_Instructions to follow_: Please report every line of the listing below that has the word "async" in it.

***

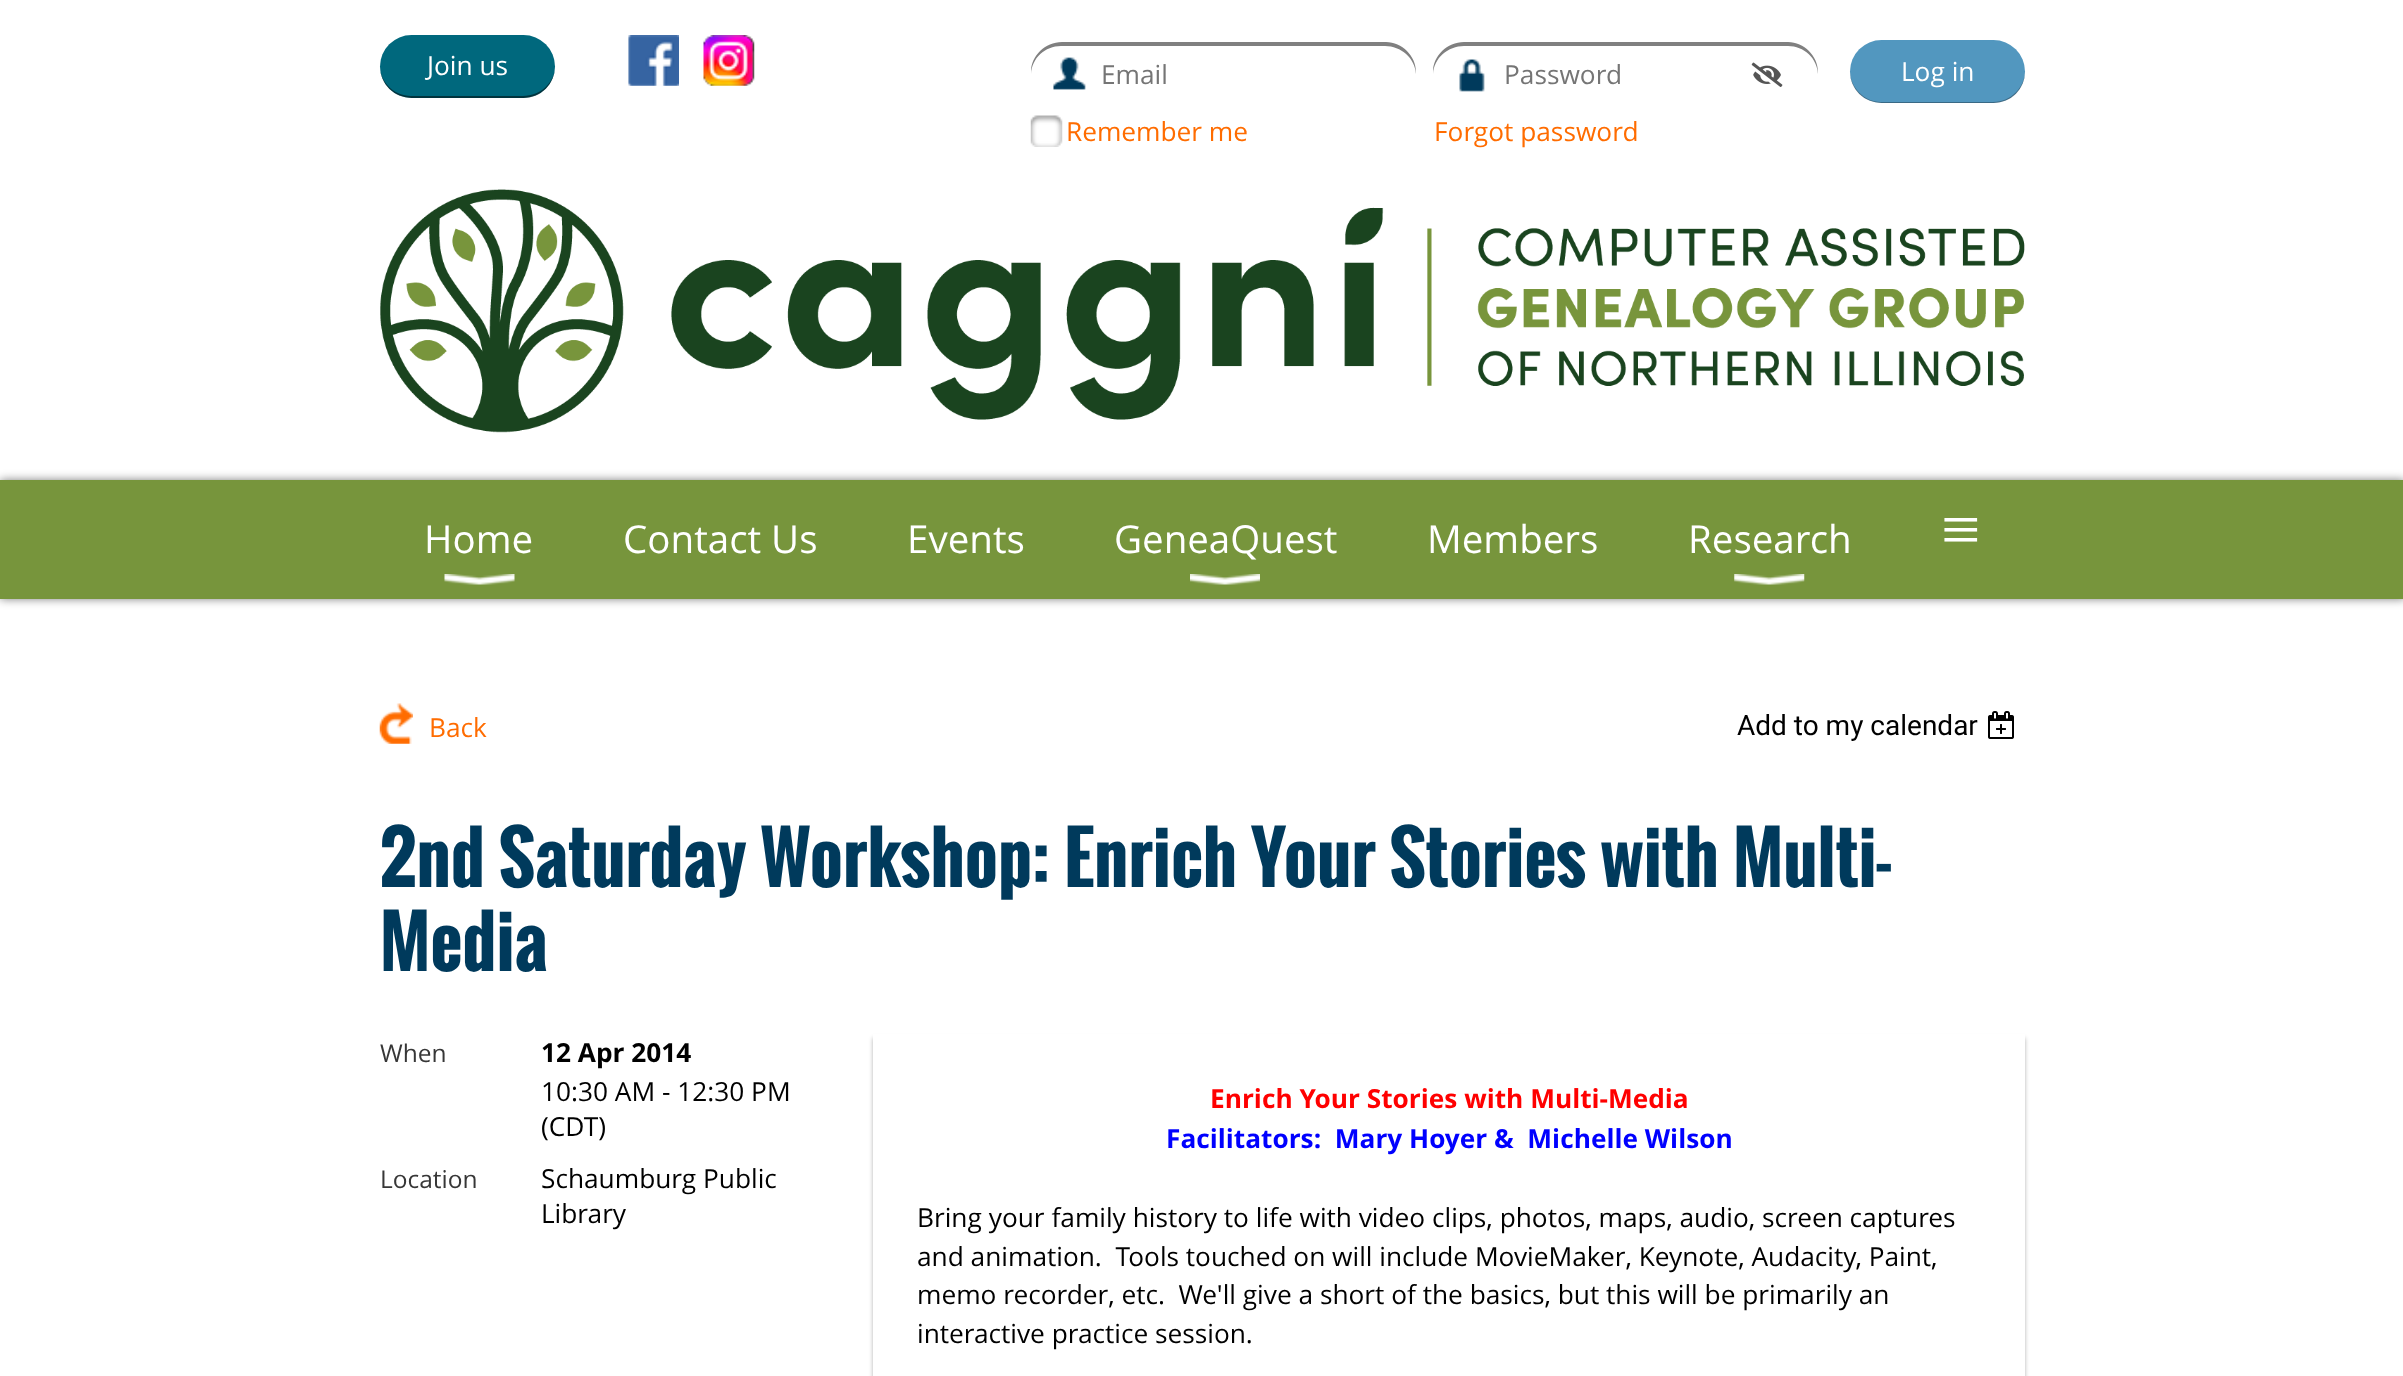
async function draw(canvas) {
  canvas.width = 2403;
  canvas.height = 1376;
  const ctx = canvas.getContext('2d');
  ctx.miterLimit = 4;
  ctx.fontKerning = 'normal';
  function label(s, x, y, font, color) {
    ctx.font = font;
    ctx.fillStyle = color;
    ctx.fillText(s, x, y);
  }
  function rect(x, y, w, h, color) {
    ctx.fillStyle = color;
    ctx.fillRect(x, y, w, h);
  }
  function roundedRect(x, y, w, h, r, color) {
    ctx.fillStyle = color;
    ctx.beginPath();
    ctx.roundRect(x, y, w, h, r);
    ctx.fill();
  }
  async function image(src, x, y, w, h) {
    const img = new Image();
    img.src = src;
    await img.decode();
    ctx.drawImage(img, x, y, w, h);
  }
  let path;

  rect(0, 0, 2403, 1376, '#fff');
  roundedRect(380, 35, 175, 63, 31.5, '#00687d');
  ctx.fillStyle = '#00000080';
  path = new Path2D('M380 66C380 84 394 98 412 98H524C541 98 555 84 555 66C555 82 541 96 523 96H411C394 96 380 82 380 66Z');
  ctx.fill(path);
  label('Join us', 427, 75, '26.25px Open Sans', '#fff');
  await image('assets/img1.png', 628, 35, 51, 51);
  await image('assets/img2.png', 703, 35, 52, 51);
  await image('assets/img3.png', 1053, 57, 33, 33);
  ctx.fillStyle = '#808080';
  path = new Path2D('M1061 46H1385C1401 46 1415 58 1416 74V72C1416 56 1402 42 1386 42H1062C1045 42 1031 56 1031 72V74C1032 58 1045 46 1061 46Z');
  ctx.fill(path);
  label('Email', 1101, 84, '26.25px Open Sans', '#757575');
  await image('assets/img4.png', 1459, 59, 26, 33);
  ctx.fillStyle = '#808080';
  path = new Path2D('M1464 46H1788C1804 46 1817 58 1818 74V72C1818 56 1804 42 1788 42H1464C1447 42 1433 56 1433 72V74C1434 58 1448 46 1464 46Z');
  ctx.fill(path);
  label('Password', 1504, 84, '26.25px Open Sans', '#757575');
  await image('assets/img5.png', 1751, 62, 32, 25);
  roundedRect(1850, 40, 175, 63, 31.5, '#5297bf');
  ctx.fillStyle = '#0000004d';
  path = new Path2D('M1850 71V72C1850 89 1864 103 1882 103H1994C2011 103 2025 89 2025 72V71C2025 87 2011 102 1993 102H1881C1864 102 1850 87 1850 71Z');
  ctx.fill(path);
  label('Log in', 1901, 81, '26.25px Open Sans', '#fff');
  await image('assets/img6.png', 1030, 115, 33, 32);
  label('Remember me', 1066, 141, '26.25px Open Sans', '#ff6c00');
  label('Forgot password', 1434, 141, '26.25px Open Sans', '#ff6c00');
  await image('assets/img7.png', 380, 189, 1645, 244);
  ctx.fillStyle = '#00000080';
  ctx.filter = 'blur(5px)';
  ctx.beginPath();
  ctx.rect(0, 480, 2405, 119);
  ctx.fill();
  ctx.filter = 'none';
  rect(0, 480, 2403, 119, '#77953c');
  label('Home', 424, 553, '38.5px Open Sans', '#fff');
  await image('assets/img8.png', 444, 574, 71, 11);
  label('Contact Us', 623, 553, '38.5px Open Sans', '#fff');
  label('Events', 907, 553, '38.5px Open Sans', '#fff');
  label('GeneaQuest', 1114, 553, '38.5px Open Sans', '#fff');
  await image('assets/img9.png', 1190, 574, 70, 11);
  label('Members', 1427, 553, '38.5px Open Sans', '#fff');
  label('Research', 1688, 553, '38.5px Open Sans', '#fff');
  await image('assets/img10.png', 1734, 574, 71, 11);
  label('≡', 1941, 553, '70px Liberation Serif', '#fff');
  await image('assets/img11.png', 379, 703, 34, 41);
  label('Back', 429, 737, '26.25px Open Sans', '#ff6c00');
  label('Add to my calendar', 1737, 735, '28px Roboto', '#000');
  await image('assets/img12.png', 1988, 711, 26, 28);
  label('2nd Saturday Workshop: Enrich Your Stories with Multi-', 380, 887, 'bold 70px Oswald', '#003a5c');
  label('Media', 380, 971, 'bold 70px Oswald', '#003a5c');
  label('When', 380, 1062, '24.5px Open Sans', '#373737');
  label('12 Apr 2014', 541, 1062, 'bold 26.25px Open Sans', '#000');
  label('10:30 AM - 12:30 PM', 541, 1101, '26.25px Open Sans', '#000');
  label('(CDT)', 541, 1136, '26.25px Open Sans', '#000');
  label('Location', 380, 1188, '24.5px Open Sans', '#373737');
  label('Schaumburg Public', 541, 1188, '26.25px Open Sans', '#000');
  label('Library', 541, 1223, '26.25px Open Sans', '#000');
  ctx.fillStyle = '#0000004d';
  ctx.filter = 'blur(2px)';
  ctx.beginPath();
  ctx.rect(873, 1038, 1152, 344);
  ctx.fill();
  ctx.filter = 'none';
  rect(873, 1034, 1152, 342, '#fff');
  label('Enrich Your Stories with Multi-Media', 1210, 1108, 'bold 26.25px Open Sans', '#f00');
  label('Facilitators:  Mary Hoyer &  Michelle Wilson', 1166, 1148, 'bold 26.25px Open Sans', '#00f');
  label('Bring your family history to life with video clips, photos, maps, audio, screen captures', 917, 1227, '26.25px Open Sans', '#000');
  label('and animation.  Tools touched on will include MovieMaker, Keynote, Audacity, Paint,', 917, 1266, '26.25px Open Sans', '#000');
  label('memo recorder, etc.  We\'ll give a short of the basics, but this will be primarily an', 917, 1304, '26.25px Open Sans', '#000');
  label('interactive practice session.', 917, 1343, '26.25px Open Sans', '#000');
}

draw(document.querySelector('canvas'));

***

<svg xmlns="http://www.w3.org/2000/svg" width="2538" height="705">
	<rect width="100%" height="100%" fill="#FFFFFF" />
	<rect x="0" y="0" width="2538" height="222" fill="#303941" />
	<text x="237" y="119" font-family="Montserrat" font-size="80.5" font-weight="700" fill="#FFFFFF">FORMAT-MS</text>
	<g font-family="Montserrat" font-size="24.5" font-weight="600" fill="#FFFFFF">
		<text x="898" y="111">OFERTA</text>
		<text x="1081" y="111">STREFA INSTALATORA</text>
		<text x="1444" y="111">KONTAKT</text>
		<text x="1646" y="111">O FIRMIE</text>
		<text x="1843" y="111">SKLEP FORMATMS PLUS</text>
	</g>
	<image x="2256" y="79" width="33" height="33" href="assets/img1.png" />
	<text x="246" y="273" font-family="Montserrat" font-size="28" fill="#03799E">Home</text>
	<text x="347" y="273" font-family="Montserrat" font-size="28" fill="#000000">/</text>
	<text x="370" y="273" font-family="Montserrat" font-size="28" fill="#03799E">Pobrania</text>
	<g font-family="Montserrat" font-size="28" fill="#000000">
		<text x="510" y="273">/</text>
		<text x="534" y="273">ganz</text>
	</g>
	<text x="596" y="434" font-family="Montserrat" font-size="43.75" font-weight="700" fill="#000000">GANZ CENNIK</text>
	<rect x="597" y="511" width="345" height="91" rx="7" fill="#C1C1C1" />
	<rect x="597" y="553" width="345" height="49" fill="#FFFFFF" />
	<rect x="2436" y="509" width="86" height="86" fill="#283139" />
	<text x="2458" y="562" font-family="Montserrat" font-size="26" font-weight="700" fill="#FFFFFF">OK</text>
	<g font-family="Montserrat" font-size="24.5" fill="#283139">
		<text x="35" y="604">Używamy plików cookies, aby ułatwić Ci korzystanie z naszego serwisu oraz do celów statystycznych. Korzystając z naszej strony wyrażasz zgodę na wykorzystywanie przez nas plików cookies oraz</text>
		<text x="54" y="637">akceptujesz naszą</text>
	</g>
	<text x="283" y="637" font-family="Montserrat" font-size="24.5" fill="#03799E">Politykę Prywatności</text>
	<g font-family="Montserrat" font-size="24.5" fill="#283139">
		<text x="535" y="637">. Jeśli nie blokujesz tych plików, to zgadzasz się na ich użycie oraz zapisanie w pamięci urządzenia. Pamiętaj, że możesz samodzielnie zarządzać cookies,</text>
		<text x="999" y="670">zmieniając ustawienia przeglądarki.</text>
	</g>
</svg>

***

_Solution_:
async function draw(canvas) {
  async function image(src, x, y, w, h) {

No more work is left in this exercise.